State District Judge Michael Seiler on Tuesday signed writs of attachment for Lloyd Joseph Wilson, 44, and Melvin Cody Whipple, 58, ordering that they be placed back in Texas’ custody upon their release from prison or discharged from supervision in the states where they currently are serving lengthy sentences.

The Houston Chronicle in September revealed the two men had been banished from Texas in 2004, in apparent violation of the Texas Constitution, after they completed prison sentences for sex crimes.

The men agreed to the banishments as part of their assignment to the state’s civil-commitment program, which is designed to keep high-risk sex offenders in state custody even after they have completed their prison sentences.

Despite assurance from prosecutors that Texas still has jurisdiction over Whipple and Wilson after their releases in Utah and Virginia, experts have questioned whether the writs of attachment, a legal maneuver most commonly used in civil cases to seize or reclaim property, carry any legal weight.

“This seems to be more about public relations,” said Melissa Hamilton, a visiting criminal law scholar at the University of Houston Law Center, who specializes in the civil commitment of sex offenders. Because it is a civil matter, she said, the state may not have the same ability to retrieve a person as it does in criminal cases: “It’s not a tried and true legal maneuver.”

The 2004 orders — signed by two different judges despite a prohibition on banishment in the Texas Constitution — required Wilson to reside in Virginia and Whipple in Utah.

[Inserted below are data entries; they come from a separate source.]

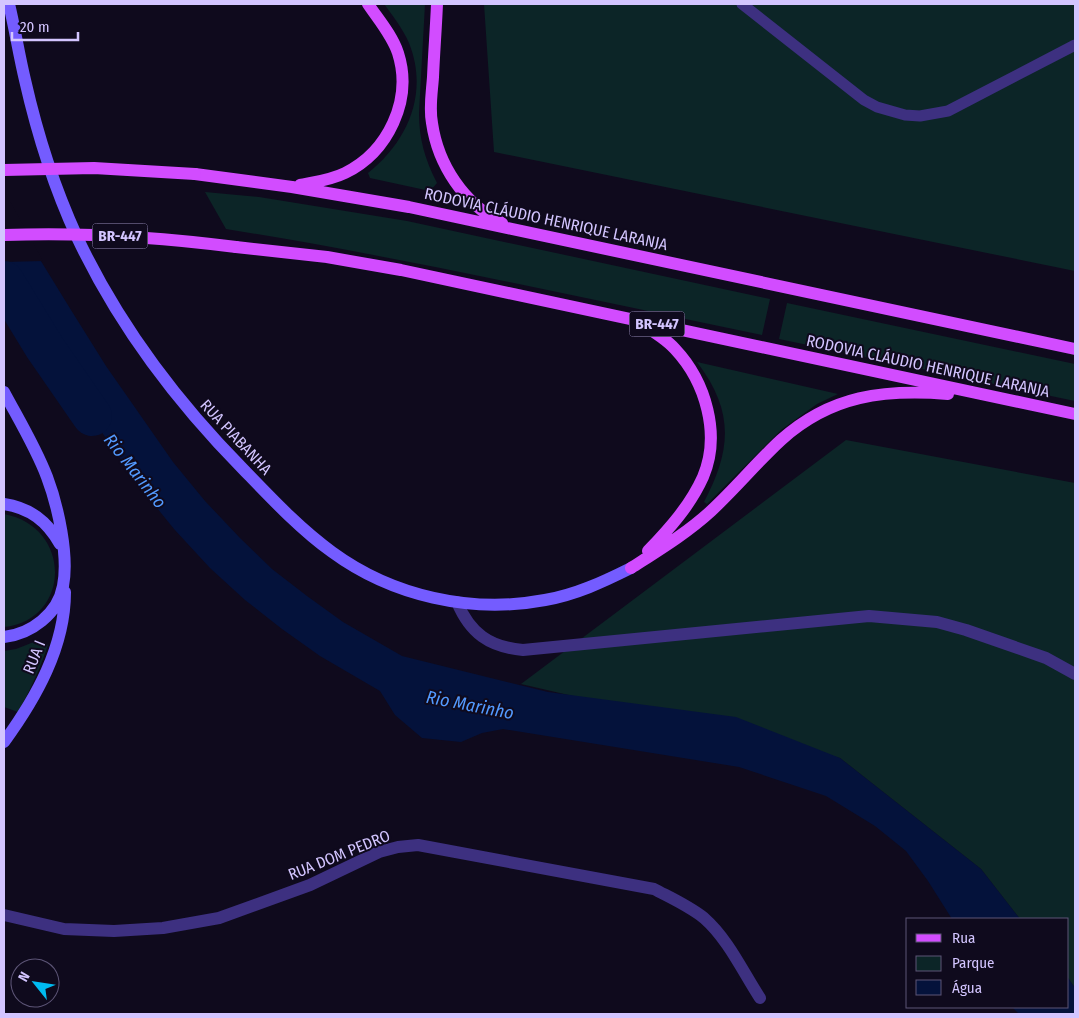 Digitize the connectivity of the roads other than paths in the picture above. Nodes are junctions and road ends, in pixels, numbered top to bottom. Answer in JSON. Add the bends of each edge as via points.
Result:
{"nodes":[{"id":1,"x":9,"y":4,"type":"edge"},
{"id":2,"x":16,"y":4,"type":"edge"},
{"id":3,"x":368,"y":4,"type":"edge"},
{"id":4,"x":437,"y":4,"type":"edge"},
{"id":5,"x":742,"y":4,"type":"edge"},
{"id":6,"x":17,"y":39,"type":"junction"},
{"id":7,"x":1075,"y":45,"type":"edge"},
{"id":8,"x":4,"y":170,"type":"edge"},
{"id":9,"x":292,"y":187,"type":"junction"},
{"id":10,"x":516,"y":229,"type":"junction"},
{"id":11,"x":4,"y":235,"type":"edge"},
{"id":12,"x":623,"y":317,"type":"junction"},
{"id":13,"x":1075,"y":349,"type":"edge"},
{"id":14,"x":4,"y":392,"type":"edge"},
{"id":15,"x":997,"y":397,"type":"junction"},
{"id":16,"x":1075,"y":414,"type":"edge"},
{"id":17,"x":4,"y":504,"type":"edge"},
{"id":18,"x":64,"y":559,"type":"junction"},
{"id":19,"x":631,"y":568,"type":"junction"},
{"id":20,"x":65,"y":574,"type":"junction"},
{"id":21,"x":457,"y":602,"type":"junction"},
{"id":22,"x":4,"y":637,"type":"edge"},
{"id":23,"x":1075,"y":674,"type":"edge"},
{"id":24,"x":4,"y":742,"type":"edge"},
{"id":25,"x":4,"y":915,"type":"edge"},
{"id":26,"x":760,"y":998,"type":"dead end"}],
"edges":[{"from":1,"to":6,"type":"main road","name":"RUA PIABANHA"},
{"from":2,"to":6,"type":"main road","name":"RUA PIABANHA"},
{"from":3,"to":9,"type":"main road","via":[[393,40],[398,54],[402,85],[396,116],[382,143],[359,165],[333,178]]},
{"from":4,"to":10,"type":"main road","via":[[430,104],[440,156],[458,187],[471,201]]},
{"from":5,"to":7,"type":"lane","via":[[864,100],[905,115],[948,111]]},
{"from":6,"to":21,"type":"main road","name":"RUA PIABANHA","via":[[37,127],[77,235],[116,309],[163,378],[217,443],[333,553],[383,582],[439,600]]},
{"from":8,"to":9,"type":"main road","name":"RODOVIA CLÁUDIO HENRIQUE LARANJA","bridge":true,"via":[[94,168],[195,174]]},
{"from":9,"to":10,"type":"main road","name":"RODOVIA CLÁUDIO HENRIQUE LARANJA"},
{"from":10,"to":13,"type":"main road","name":"RODOVIA CLÁUDIO HENRIQUE LARANJA"},
{"from":11,"to":12,"type":"main road","name":"RODOVIA CLÁUDIO HENRIQUE LARANJA","number":"BR-447","bridge":true,"via":[[134,236],[318,256],[401,270]]},
{"from":12,"to":15,"type":"main road","name":"RODOVIA CLÁUDIO HENRIQUE LARANJA","number":"BR-447"},
{"from":12,"to":19,"type":"main road","via":[[659,335],[687,364],[705,400],[710,438],[703,476],[694,495],[666,532]]},
{"from":14,"to":18,"type":"main road","via":[[48,478],[61,530]]},
{"from":15,"to":16,"type":"main road","name":"RODOVIA CLÁUDIO HENRIQUE LARANJA","number":"BR-447"},
{"from":15,"to":19,"type":"main road","via":[[898,392],[876,394],[834,407],[787,436],[689,530]]},
{"from":17,"to":18,"type":"main road","via":[[33,513],[44,522],[57,539]]},
{"from":18,"to":20,"type":"main road"},
{"from":19,"to":21,"type":"main road","name":"RUA PIABANHA","via":[[584,590],[545,600],[500,605]]},
{"from":20,"to":22,"type":"main road","via":[[58,602],[50,613],[27,631]]},
{"from":20,"to":24,"type":"main road","name":"RUA I","via":[[62,621],[53,657],[28,707]]},
{"from":21,"to":23,"type":"street","via":[[463,616],[483,637],[496,644],[523,650],[869,616],[937,622],[966,630],[1046,658]]},
{"from":25,"to":26,"type":"street","name":"RUA DOM PEDRO","via":[[64,929],[114,931],[163,928],[219,918],[310,885],[379,852],[418,845],[654,889],[705,919],[725,941]]}]}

The orders also required each man to send Texas’ Special Prosecution Unit, the state agency that prosecutes prison convicts, updates every 90 days on their addresses and information on sex offender treatment they were undergoing.

Wilson is serving a 30-year sentence in Virginia for the 2005 rape of a 16-year-old girl, and he is scheduled for release in November 2031. Whipple is serving a 15-year sentence in Utah on a 2008 conviction for fondling an 11-year-old boy after showing him pornography. His release is scheduled for 2022.

The banishment revelations were the latest to rock the state’s controversial civil-commitment program and its supervising agency, the Office of Violent Sex Offender Management. Since the program’s inception in 1999, more than 300 convicted sex offenders have been ordered into what is supposed to be a treatment program for people who suffer from a “behavioral abnormality” that makes them a continuing risk to society. Not a single detainee has been released for completing the treatment program in its 15-year history. Nearly half of the program’s detainees have been returned to prison or jail for violating program rules.

Erin Faseler, section chief for the civil division of Texas’ Special Prosecution Unit, filed the writs on Sept. 30 to ensure that Whipple and Wilson will be sent back to Texas or that the state has the opportunity to reclaim them when they are discharged from prison.

“They are under civil commitment,” she said. “Regardless of what the civil-commitment order said at the time, they are under civil commitment in Texas, so they should be in Texas for civil commitment.”

Houston attorney Bill Habern, who is familiar with the civil-commitment statutes, said he expects the writs to be challenged in court.

“This whole process is out of hand,” he said. “First, they banish these people from ever coming back to Texas, which was illegal as can be, and now they want to get them back through a writ of civil attachment like they’re still Texas’ property. That’s legally outrageous. I think they lost legal authority over them when they kicked them out of the state.”